Ilastik segmentation#
The safest way to achieve good segmentation is to keep some level of manual control over it. This is offered by ilastik, a machine learning based solution which learns from manual annotations. The main advantage of this solution is that it allows you to verify that segmentation is accurate, in particular if there are effects like bleaching towards the end of the acquisition. Here we use the simplest workflow for pixel classification (you can find many tutorials online, starting on the Ilastik web site).
Data format#
You will need to add all frames of a given channel to the ilastik project. If your data are not in the appropriate format (e.g. ND2 files), first convert them (via standard solutions or custom ones like the solution provided in this package to convert ND2 files to H5).

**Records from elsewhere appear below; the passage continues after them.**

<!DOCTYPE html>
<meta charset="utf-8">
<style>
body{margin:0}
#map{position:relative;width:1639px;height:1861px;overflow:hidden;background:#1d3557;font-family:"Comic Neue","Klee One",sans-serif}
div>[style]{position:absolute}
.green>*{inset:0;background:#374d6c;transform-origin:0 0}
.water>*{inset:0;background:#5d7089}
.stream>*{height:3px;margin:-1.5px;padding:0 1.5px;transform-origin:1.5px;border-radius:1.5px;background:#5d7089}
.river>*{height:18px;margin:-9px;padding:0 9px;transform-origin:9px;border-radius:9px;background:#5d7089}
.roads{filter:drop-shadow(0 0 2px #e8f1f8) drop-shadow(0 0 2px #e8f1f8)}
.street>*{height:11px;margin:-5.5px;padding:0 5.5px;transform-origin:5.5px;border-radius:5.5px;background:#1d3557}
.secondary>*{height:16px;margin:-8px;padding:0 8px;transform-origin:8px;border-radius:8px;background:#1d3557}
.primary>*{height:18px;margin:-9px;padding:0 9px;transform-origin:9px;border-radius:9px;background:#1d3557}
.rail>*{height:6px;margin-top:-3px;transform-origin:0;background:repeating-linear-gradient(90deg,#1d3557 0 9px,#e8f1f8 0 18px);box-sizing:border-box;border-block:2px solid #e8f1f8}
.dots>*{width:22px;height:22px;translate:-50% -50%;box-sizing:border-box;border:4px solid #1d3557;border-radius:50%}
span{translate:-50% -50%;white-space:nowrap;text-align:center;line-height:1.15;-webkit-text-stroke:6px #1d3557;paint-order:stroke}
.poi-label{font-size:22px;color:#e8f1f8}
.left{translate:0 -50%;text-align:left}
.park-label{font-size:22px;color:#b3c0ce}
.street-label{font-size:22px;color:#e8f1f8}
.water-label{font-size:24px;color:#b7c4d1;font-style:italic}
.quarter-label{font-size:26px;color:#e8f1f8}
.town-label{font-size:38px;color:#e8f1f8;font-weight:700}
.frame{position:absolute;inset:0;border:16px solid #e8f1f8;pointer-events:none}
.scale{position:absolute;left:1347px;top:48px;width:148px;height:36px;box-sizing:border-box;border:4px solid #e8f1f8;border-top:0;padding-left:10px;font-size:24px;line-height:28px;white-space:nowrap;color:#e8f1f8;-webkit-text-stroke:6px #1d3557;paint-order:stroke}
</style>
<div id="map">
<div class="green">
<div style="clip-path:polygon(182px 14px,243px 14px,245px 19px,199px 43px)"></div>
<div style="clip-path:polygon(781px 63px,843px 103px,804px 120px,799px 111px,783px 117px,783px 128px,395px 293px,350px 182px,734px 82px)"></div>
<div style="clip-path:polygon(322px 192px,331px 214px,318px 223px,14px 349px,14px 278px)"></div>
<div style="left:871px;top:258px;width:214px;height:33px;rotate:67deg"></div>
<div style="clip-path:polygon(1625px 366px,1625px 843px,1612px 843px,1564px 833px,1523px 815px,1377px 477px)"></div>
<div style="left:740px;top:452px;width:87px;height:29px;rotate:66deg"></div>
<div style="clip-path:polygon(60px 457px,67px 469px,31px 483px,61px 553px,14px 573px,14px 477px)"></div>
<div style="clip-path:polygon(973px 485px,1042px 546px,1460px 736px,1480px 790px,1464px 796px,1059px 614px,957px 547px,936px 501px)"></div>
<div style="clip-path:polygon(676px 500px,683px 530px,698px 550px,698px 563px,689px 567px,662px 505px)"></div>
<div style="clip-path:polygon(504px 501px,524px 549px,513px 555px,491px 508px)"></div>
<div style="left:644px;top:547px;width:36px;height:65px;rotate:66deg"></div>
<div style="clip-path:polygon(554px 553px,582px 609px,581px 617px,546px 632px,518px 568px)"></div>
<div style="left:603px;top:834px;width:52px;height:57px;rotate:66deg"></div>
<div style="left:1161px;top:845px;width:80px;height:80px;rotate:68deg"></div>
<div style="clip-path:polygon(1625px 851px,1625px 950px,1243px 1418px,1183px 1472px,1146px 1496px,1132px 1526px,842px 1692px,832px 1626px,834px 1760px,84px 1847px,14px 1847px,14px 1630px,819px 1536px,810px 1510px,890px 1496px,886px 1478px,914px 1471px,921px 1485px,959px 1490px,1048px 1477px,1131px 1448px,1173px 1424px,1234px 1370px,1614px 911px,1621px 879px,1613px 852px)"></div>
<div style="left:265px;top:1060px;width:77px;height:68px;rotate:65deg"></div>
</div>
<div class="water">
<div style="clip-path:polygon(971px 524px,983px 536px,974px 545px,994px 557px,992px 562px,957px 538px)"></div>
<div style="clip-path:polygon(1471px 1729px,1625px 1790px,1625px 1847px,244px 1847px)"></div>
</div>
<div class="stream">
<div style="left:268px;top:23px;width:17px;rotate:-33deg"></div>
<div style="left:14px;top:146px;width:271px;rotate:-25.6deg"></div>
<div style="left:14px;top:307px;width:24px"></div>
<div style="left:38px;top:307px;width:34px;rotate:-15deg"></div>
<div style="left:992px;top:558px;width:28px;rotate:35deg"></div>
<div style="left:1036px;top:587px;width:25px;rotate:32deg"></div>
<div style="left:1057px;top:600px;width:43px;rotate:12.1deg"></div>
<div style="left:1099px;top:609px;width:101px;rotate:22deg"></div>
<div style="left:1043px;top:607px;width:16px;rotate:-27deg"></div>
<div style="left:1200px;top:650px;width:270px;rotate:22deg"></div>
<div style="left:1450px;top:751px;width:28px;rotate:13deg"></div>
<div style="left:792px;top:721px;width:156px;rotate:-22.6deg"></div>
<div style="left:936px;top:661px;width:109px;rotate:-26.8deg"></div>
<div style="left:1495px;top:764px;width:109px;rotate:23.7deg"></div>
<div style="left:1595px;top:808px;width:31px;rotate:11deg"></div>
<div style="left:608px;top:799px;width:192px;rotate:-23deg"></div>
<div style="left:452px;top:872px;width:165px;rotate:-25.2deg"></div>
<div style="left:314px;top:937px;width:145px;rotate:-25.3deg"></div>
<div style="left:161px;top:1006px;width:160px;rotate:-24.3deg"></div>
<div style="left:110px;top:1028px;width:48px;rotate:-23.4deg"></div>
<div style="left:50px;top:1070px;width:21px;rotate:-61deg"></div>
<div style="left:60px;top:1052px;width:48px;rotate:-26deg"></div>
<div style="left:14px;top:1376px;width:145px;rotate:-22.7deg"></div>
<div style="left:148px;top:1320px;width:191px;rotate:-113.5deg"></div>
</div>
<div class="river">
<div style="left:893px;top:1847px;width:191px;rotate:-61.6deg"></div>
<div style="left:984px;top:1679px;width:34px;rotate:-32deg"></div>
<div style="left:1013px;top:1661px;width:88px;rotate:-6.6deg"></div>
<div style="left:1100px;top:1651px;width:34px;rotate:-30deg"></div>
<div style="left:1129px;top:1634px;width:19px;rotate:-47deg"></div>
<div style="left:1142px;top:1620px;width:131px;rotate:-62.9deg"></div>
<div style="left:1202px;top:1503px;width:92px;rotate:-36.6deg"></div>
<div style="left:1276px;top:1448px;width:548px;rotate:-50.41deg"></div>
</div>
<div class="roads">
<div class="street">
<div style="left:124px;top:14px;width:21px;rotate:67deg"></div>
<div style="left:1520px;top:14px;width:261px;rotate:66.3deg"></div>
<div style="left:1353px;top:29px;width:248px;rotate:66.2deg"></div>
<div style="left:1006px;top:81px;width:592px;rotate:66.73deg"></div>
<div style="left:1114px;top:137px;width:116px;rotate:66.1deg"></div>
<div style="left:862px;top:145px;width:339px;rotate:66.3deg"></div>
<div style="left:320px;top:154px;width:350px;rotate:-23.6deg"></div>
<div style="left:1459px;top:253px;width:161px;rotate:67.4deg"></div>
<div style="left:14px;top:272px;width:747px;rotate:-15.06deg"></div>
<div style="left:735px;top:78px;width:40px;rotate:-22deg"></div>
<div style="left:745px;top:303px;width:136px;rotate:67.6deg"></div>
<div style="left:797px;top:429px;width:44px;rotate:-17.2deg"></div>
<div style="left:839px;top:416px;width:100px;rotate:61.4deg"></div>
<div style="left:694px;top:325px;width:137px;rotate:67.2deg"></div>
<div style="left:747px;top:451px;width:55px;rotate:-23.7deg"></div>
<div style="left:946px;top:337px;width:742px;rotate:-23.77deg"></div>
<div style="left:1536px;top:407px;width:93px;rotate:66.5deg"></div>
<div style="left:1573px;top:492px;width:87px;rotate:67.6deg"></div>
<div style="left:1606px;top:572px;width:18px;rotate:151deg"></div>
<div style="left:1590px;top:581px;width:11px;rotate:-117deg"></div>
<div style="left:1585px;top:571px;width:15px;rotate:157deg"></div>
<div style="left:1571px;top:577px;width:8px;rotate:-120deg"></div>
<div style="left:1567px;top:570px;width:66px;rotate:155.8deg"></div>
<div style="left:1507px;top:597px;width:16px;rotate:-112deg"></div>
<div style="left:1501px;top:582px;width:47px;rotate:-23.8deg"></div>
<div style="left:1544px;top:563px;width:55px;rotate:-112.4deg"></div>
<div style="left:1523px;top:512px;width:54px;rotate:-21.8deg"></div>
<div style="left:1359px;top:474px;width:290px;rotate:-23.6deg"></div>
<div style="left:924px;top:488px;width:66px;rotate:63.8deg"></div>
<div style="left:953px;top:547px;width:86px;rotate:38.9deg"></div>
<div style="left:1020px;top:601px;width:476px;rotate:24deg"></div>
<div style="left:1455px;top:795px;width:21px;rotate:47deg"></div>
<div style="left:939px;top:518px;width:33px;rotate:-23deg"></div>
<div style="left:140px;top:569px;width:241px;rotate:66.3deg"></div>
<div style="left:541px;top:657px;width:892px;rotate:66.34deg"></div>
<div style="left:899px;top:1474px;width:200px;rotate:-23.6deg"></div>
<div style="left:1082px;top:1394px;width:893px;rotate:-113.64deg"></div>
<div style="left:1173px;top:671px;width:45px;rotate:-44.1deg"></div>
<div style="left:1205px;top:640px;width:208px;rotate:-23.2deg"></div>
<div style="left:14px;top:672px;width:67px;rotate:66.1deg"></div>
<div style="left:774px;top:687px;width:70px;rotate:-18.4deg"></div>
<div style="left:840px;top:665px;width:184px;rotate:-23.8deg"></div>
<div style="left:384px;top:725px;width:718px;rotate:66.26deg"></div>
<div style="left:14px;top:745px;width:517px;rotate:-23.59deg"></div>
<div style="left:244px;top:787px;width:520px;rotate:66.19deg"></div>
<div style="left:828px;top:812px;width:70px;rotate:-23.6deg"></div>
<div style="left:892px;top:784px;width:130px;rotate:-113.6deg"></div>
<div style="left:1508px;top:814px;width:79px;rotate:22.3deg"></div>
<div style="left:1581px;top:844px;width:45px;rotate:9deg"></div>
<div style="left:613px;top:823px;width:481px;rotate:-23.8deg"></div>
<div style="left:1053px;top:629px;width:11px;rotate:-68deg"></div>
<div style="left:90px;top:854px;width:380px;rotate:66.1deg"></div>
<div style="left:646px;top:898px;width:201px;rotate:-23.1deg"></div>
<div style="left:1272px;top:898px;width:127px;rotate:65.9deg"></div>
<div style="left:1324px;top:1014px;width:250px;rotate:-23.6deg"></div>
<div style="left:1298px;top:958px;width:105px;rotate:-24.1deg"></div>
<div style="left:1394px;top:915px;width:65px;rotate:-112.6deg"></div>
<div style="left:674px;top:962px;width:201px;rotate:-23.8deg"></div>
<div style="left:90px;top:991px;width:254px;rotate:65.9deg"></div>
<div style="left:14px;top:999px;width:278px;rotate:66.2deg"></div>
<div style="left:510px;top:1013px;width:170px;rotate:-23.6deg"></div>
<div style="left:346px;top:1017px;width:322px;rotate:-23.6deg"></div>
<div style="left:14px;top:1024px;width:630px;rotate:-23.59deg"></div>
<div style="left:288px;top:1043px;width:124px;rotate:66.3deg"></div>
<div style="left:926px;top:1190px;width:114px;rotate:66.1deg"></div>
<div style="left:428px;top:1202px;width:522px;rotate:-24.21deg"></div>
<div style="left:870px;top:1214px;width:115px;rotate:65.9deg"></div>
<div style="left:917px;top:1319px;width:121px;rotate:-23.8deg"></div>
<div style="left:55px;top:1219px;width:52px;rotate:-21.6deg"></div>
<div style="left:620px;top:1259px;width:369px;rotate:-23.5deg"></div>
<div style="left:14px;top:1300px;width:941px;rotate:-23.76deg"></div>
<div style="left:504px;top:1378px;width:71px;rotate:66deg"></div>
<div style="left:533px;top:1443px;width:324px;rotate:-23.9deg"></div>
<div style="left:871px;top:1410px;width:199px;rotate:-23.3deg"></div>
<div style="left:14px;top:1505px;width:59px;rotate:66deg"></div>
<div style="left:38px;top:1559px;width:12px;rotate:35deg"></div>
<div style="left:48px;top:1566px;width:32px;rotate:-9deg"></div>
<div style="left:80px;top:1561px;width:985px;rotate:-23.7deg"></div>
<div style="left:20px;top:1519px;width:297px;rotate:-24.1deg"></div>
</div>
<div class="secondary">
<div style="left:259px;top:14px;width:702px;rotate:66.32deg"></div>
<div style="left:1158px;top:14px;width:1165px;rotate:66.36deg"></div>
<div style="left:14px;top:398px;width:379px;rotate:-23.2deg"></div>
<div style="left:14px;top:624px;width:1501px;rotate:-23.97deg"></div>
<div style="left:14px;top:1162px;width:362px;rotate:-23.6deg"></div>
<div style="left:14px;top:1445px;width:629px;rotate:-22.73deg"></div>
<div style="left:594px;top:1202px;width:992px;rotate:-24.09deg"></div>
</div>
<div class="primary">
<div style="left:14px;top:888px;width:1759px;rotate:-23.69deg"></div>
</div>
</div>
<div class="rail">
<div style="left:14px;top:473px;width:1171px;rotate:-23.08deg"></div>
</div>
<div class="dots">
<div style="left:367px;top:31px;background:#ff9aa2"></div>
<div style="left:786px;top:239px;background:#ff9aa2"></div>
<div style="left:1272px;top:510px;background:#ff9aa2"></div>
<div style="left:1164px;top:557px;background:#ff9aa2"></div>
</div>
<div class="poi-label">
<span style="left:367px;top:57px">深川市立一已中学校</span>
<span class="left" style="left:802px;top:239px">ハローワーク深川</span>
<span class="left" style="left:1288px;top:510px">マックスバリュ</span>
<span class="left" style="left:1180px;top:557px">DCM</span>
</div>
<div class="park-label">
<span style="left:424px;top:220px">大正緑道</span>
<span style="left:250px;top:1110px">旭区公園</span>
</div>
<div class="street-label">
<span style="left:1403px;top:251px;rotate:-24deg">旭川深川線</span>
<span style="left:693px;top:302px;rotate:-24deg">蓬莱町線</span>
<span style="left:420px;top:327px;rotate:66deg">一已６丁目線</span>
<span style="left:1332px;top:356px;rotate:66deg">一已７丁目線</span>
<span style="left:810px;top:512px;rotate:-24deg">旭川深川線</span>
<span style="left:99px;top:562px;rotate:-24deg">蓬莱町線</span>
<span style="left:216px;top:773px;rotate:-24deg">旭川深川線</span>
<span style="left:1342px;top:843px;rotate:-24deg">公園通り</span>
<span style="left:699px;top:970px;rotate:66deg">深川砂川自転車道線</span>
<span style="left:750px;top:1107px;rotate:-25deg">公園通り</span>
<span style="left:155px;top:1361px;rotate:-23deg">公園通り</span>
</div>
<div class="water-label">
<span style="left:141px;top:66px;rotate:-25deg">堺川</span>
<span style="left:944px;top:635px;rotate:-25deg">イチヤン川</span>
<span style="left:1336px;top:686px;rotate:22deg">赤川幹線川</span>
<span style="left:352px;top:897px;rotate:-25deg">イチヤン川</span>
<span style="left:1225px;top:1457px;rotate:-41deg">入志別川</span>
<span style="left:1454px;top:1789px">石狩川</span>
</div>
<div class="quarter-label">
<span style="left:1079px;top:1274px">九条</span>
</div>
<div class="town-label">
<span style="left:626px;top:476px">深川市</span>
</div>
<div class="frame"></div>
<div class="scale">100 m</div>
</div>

Create project and annotate#
Create a pixel classification project and add all your files to be segmented to the project. Make sure the format is tyx
(or tyxc
) and not cyx
or zyx
by double clicking on your dataset and fixing the dimensions if necessary. Follow the standard ilastik pixel classification workflow with two labels: use the first label for cell segmentation and the second label for backhround. Make sure that the segmentation provides well-segmented cell(s) by browsing through the data and turning the live segmentation ON (disable it when moving across frames as otherwise Ilastik will segment all traversed images).
Export#
Once you are satisfied with the segmentation, you can run the complete segmentation over all frames. Go to the “Prediction Export” tab, and select “Simple Segmentation” as Source. Then click on “Choose Export Image Settings…”. You can leave most defaults as they are but adjust (see screen capture below):
Format: tif sequence
Directory: create and select a directory where to save the segmentation (e.g.
Ilastiksegmentation
)File Pattern: segmented_k_{slice_index}.tif
Using in Morphodynamics#
If you want to use the Ilastik segmentation when analyzing your data, select the ilastik option in the User Interface or set param.seg_algo = "ilastik"
. With that setting the segmentation part is automatically skipped and masks recovered from the ilastik output.